(Work item): Select every line below containing the word "order".

(Information provided):

----------------

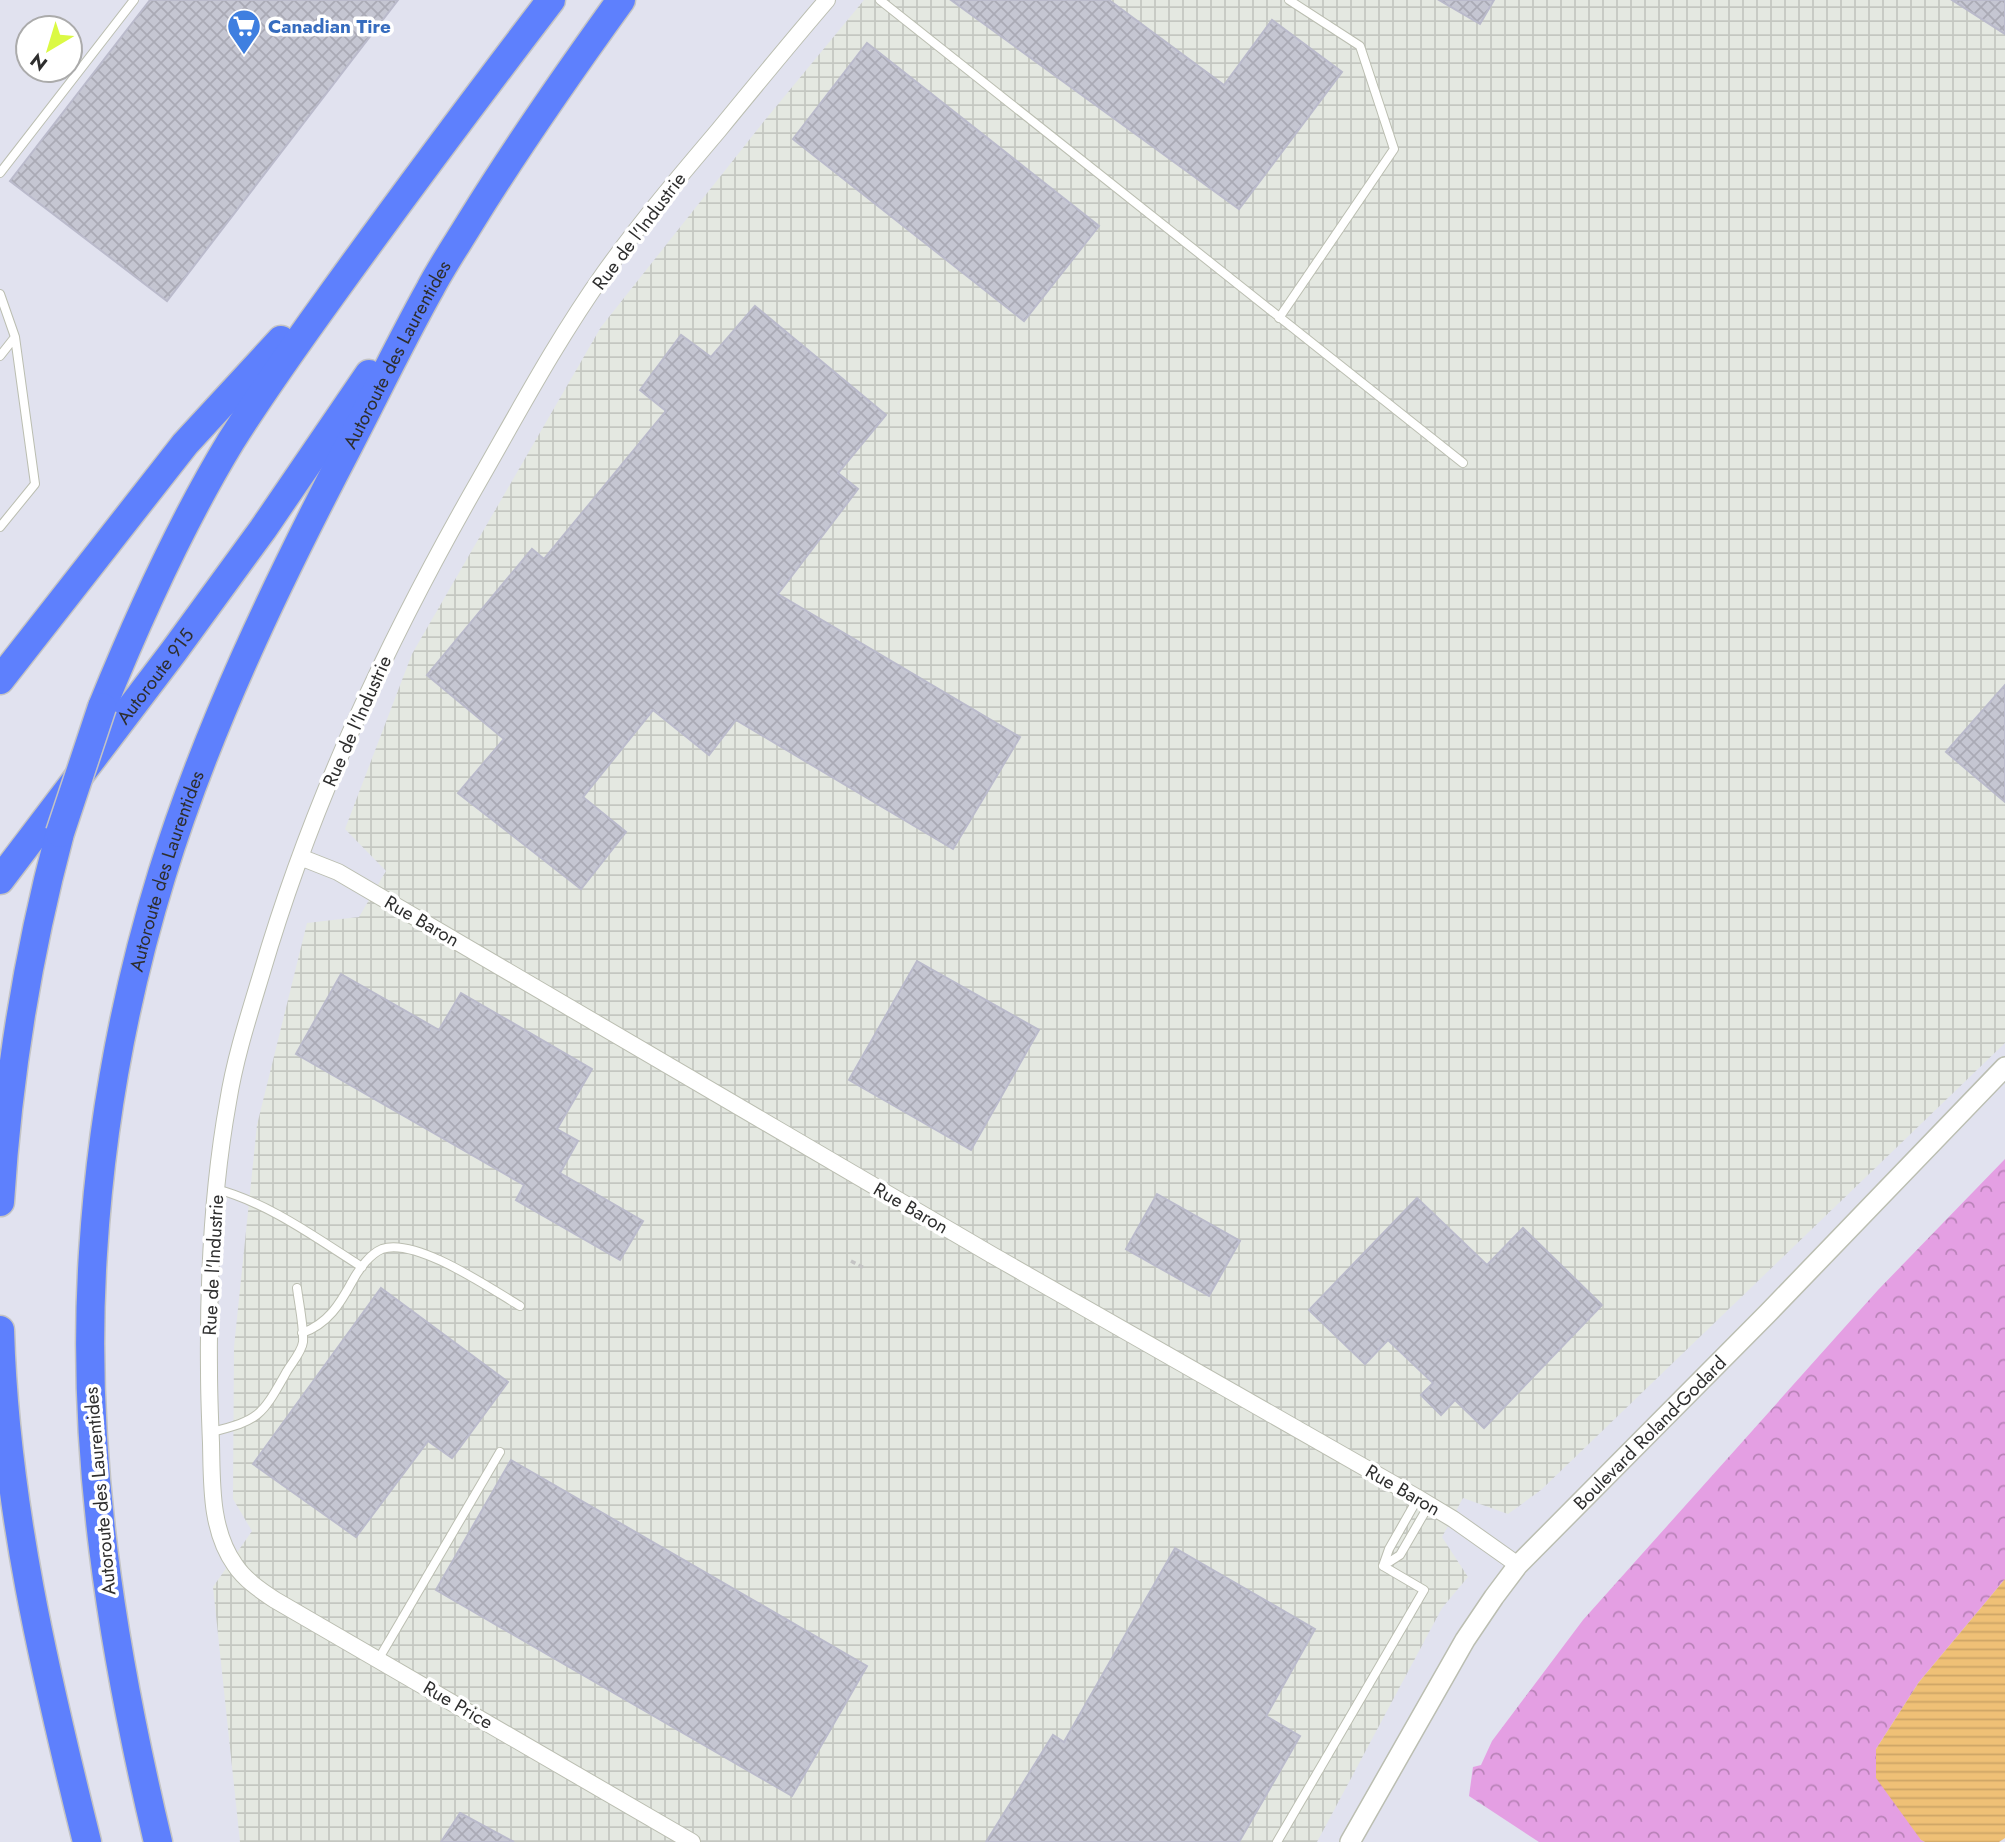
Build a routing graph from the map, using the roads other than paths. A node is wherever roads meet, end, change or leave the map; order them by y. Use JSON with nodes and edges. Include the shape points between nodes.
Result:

----------------

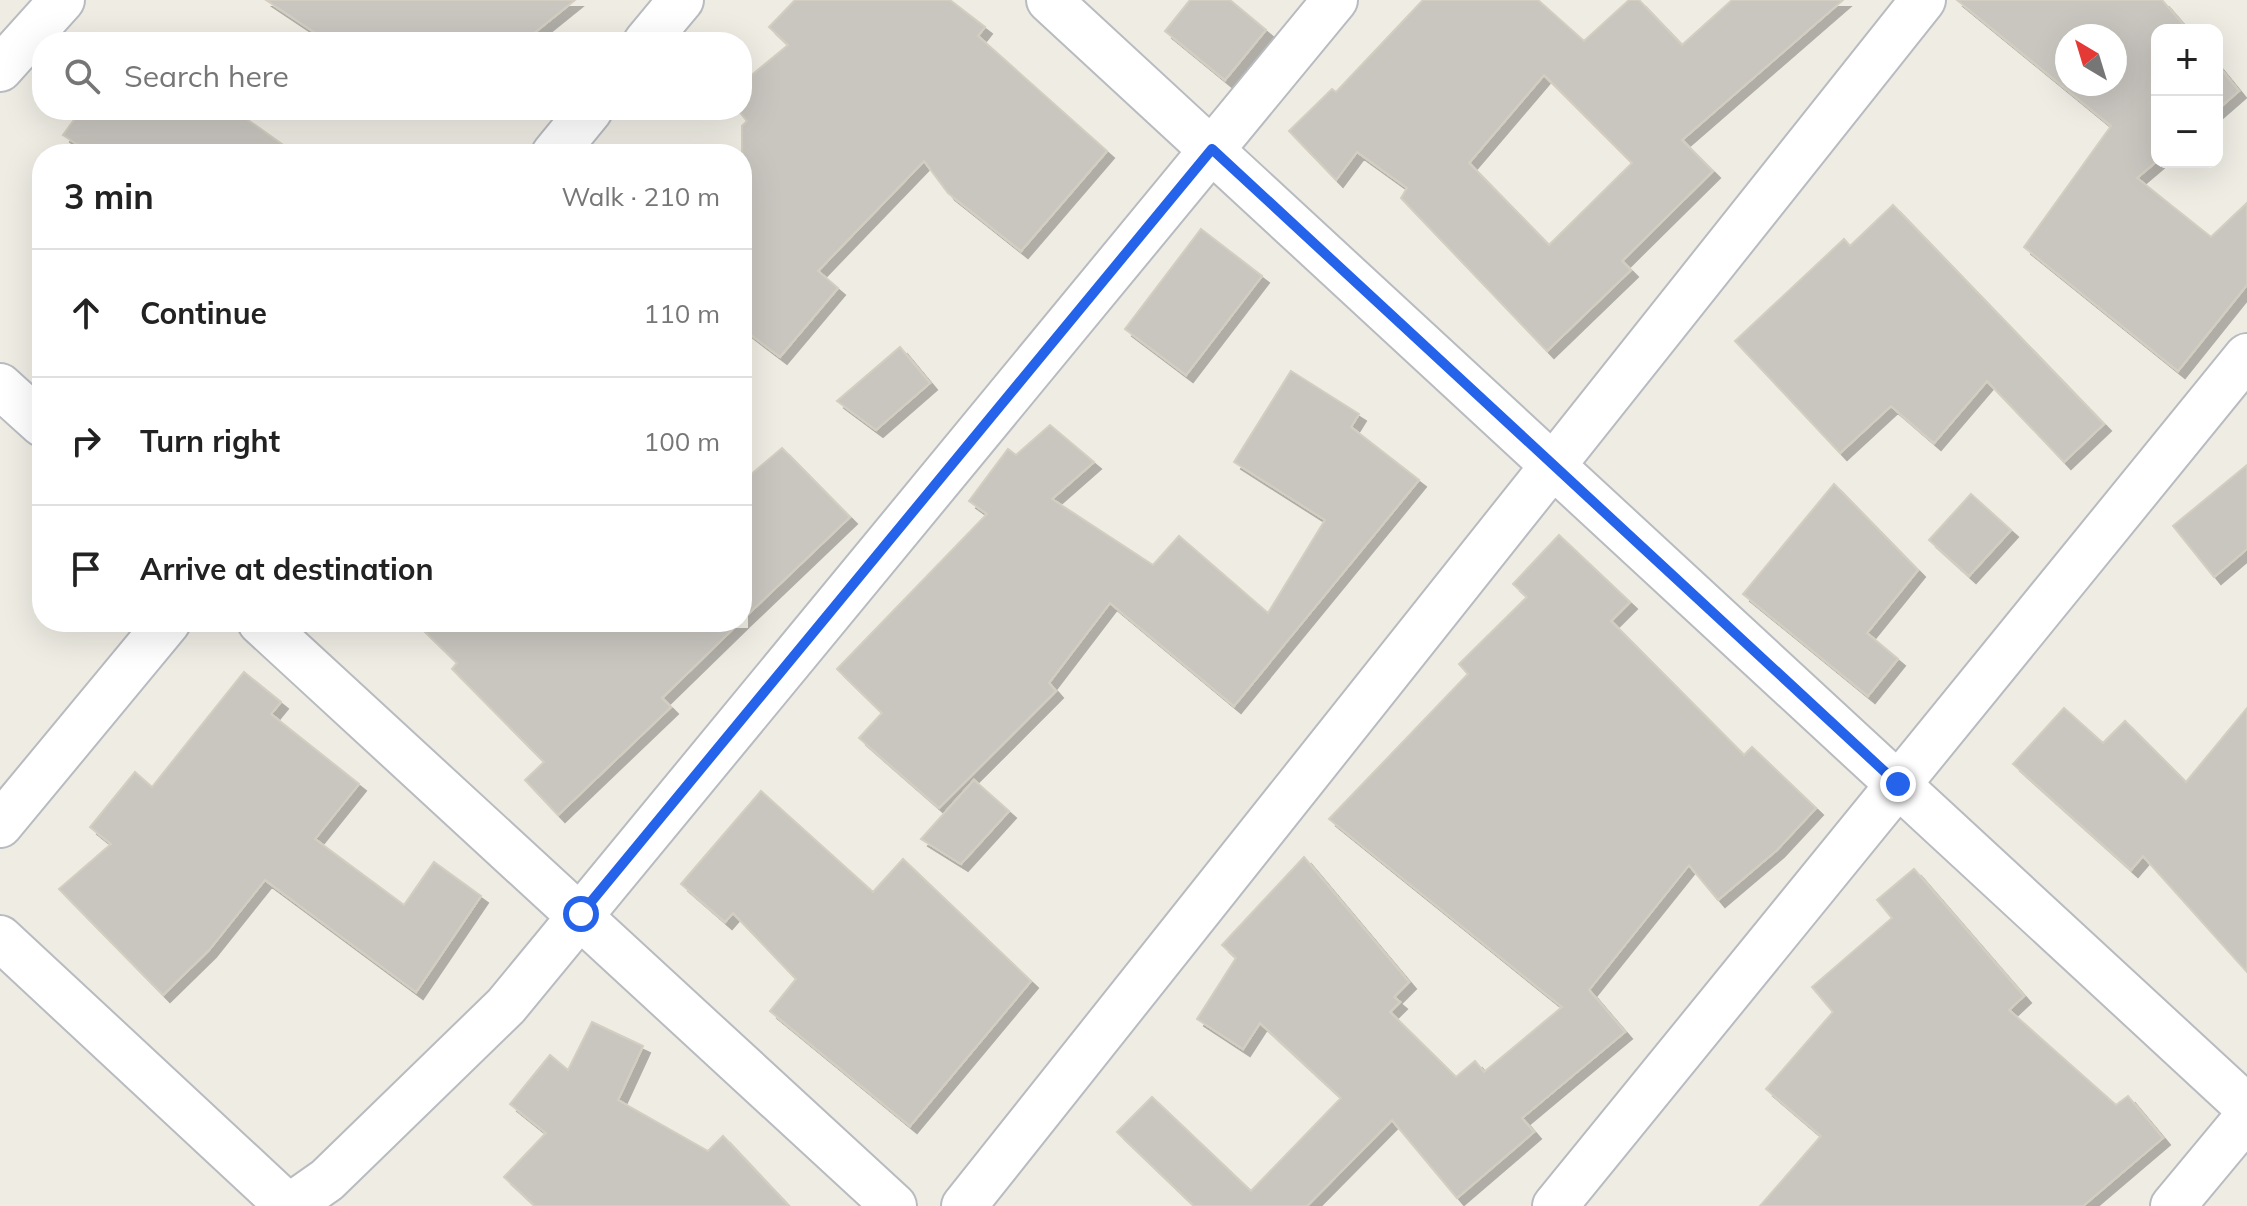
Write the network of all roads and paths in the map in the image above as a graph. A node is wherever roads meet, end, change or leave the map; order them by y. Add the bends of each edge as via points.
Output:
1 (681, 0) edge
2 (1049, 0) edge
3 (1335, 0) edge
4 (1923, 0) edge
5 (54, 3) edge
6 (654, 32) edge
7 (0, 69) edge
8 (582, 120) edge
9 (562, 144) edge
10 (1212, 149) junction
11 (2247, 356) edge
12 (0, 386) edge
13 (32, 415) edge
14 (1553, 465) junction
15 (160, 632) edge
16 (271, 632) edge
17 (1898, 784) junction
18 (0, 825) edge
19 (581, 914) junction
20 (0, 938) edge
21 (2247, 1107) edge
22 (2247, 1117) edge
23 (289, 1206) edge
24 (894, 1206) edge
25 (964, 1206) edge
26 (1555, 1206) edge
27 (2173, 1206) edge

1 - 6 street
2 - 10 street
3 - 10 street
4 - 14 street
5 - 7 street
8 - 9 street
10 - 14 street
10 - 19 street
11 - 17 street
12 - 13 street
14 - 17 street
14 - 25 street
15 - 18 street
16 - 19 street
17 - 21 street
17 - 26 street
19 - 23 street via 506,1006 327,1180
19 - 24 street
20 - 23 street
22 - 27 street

----------------

(Expected output):
Build a routing graph from the map, using the roads other than paths. A node is wherever roads meet, end, change or leave the map; order them by y. Use JSON with nodes and edges. Include the shape points between nodes.
Write the network of all roads and paths in the map in the image above as a graph. A node is wherever roads meet, end, change or leave the map; order them by y. Add the bends of each edge as via points.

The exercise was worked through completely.